“marvellously small” (and a story about french fries)

“This reverence that I have in mind is a holy, respectful fear of our Lord, which is joined to humility: and that means that one sees the Lord as marvellously great, and the self as marvellously small… And therefore though we are in so much pain, woe, and distress that it seems we can think of nothing but the state we are in and what we are feeling, we should pass over it lightly and dismiss it as nothing as soon as we can” (Julian of Norwich, Revelations of Divine Love, Long Text  65).

It’s sort of like those lovely Japanese paintings of vast mountains and other landscapes with one person in the background, swallowed up by the scenery. (Somehow my google skills are not sharp enough to actually find one of these paintings as an example, but if someone finds one, could you send it to me? Dad?)

Also of note: had twelve children this afternoon! They were wondrously well-behaved and sweet! And my sweet husband is making a pizza for dinner! (A pizza place in town sells dough pretty cheap & it is so tasty!)

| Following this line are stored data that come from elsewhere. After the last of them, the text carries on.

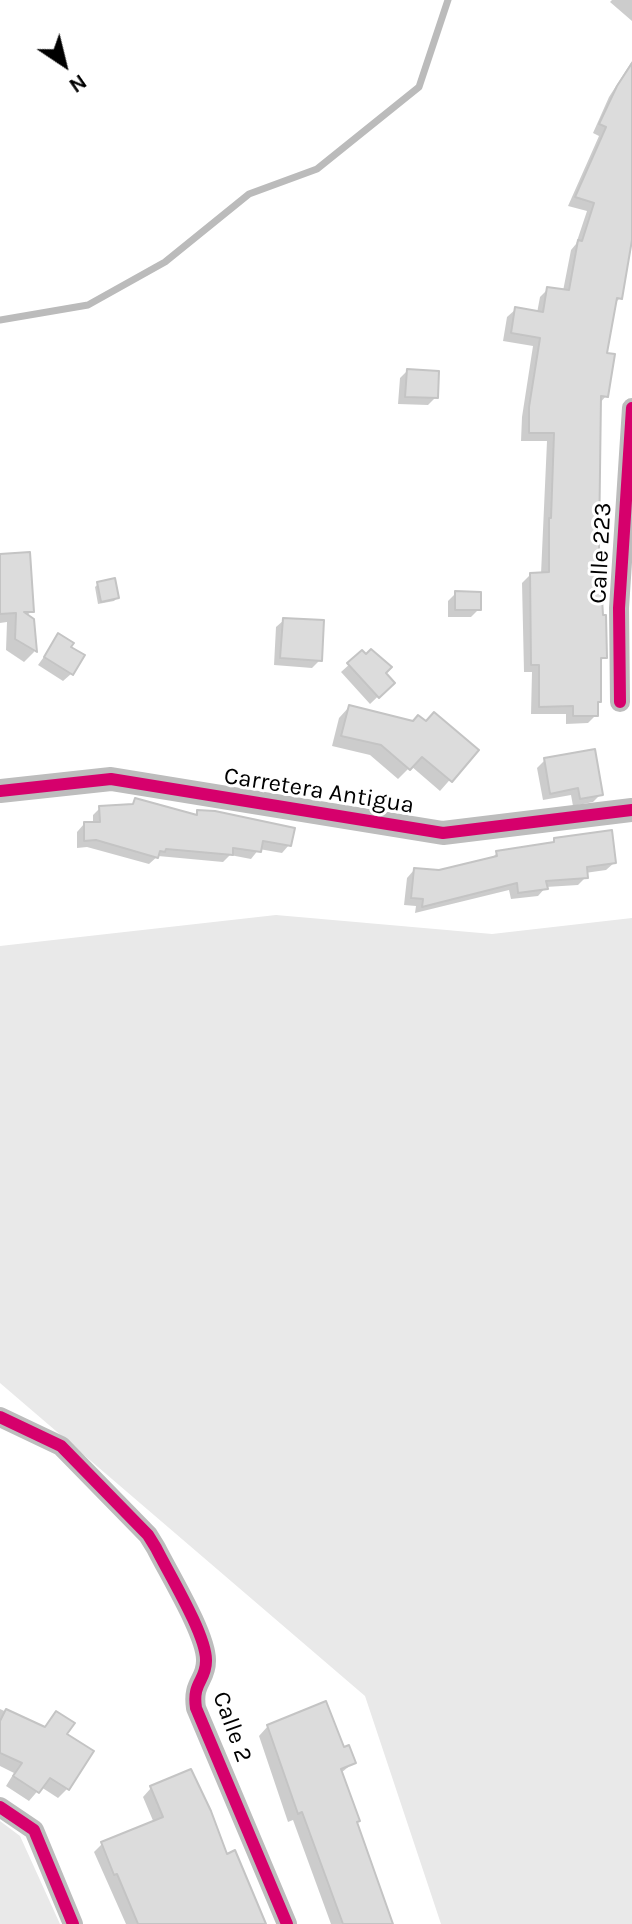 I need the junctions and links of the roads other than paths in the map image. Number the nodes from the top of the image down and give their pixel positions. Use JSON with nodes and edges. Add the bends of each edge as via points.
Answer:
{"nodes":[{"id":1,"x":632,"y":408,"type":"edge"},
{"id":2,"x":620,"y":702,"type":"dead end"},
{"id":3,"x":0,"y":791,"type":"edge"},
{"id":4,"x":632,"y":810,"type":"edge"},
{"id":5,"x":0,"y":1417,"type":"edge"},
{"id":6,"x":0,"y":1807,"type":"edge"},
{"id":7,"x":73,"y":1924,"type":"edge"},
{"id":8,"x":287,"y":1924,"type":"edge"}],
"edges":[{"from":1,"to":2,"type":"street","name":"Calle 223","via":[[619,608]]},
{"from":3,"to":4,"type":"street","name":"Carretera Antigua","via":[[111,779],[443,833]]},
{"from":5,"to":8,"type":"street","name":"Calle 2","via":[[61,1446],[156,1548],[203,1641],[207,1663],[194,1692],[196,1708]]},
{"from":6,"to":7,"type":"street","via":[[34,1830]]}]} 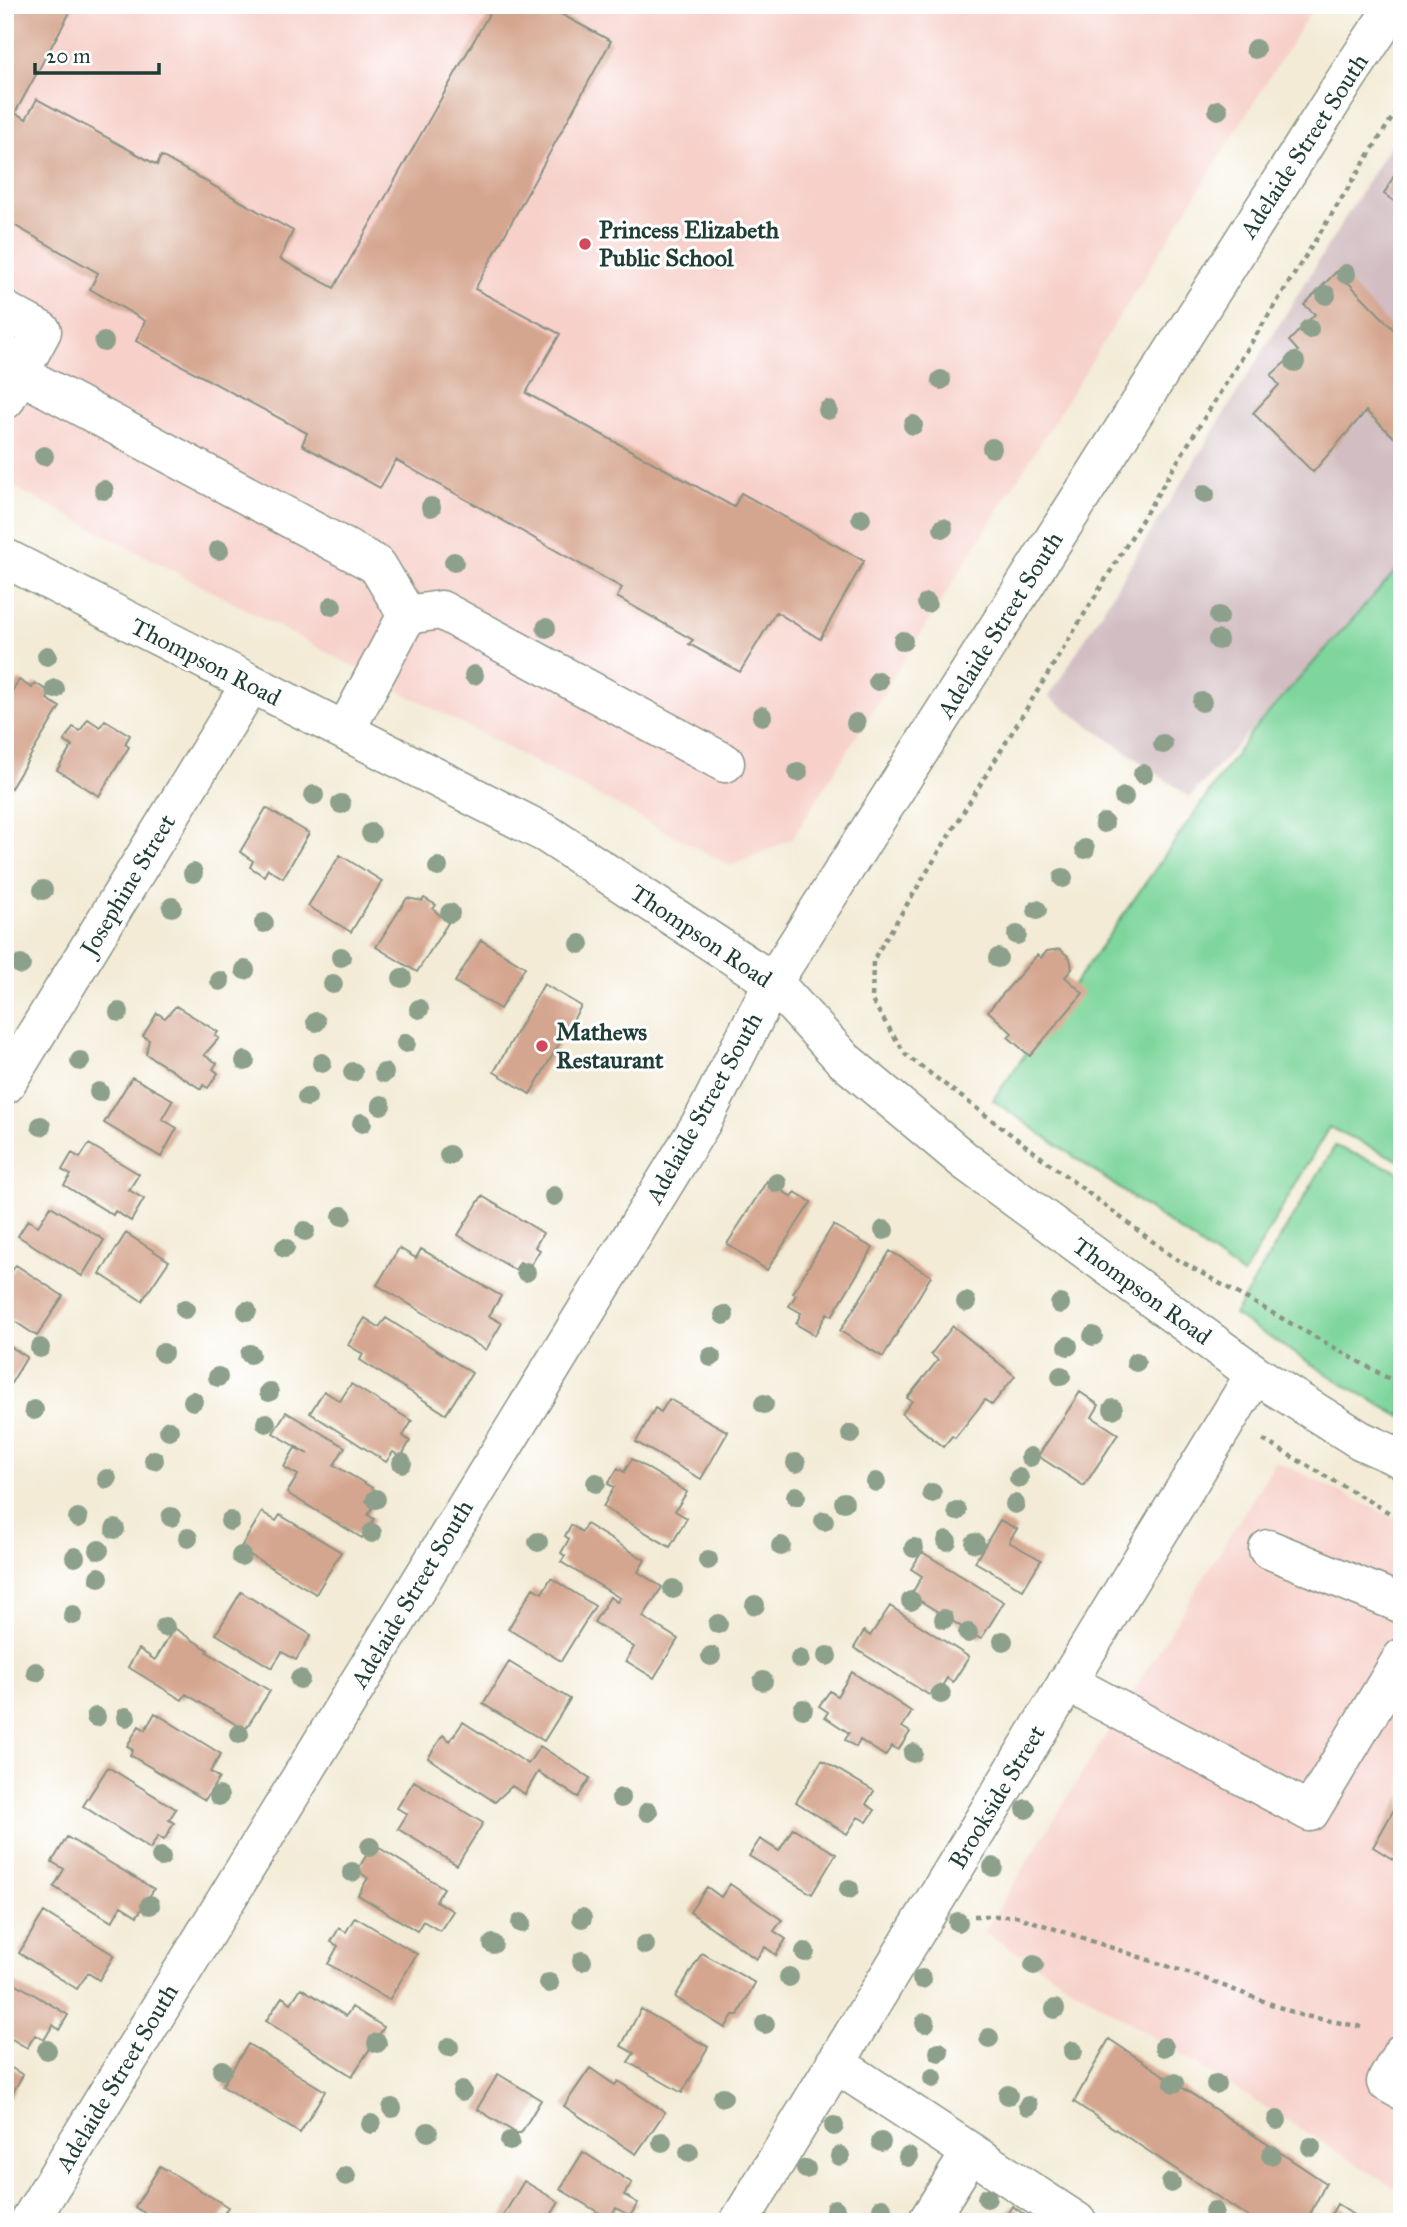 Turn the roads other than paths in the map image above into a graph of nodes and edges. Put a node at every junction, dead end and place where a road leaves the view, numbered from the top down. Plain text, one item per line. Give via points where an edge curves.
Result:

Of further note: John and I strolled through Front St Beaufort last night, just at twilight and watched sailboats go by– one of which contained two people speaking loudly over the wind to each other in French. How I miss that language. We finally got hungry, though we had resolved not to eat out– and saw a sign that said the something or other grill. Ah, I thought.  A grill, by definition, is a relatively inexpensive place that sells french fries. (We wanted something cheap, and I wanted something hot and greasy. Alas). We walked in, and lo, it was a white linen tablecloth kind of place. We were dressed in jeans and sweats. But we made our way to the bar and chatted with the bartender, who was an elegant man– elegant enough to not bat an eye when we asked for fries, which he clearly does not sell a la carte. But he brought us some– and some broccolini and cheddar soup. And the fries were, I am not lying, cooked in TRUFFLE OIL and sprinkled with parmesan cheese and served with a malt aoli. They were worth every penny of the seven dollars the basket cost. (It was a big basket– maybe even two whole potatoes’ worth– we both ate our fill and then some.) It was truly one of the most delicious things I’ve ever eaten. (n.b.– I have been scouring google images for a picture of french fries that looks even relatively like what we ate last night, and none have been found. i vow to return there soon & photograph those fries so that you all can see what I’m talking about.)

Looking back over this post, it is sad that I have spent most of it talking about french fries. Also sad that I have failed twice to find images on google to illustrate my points. Alas.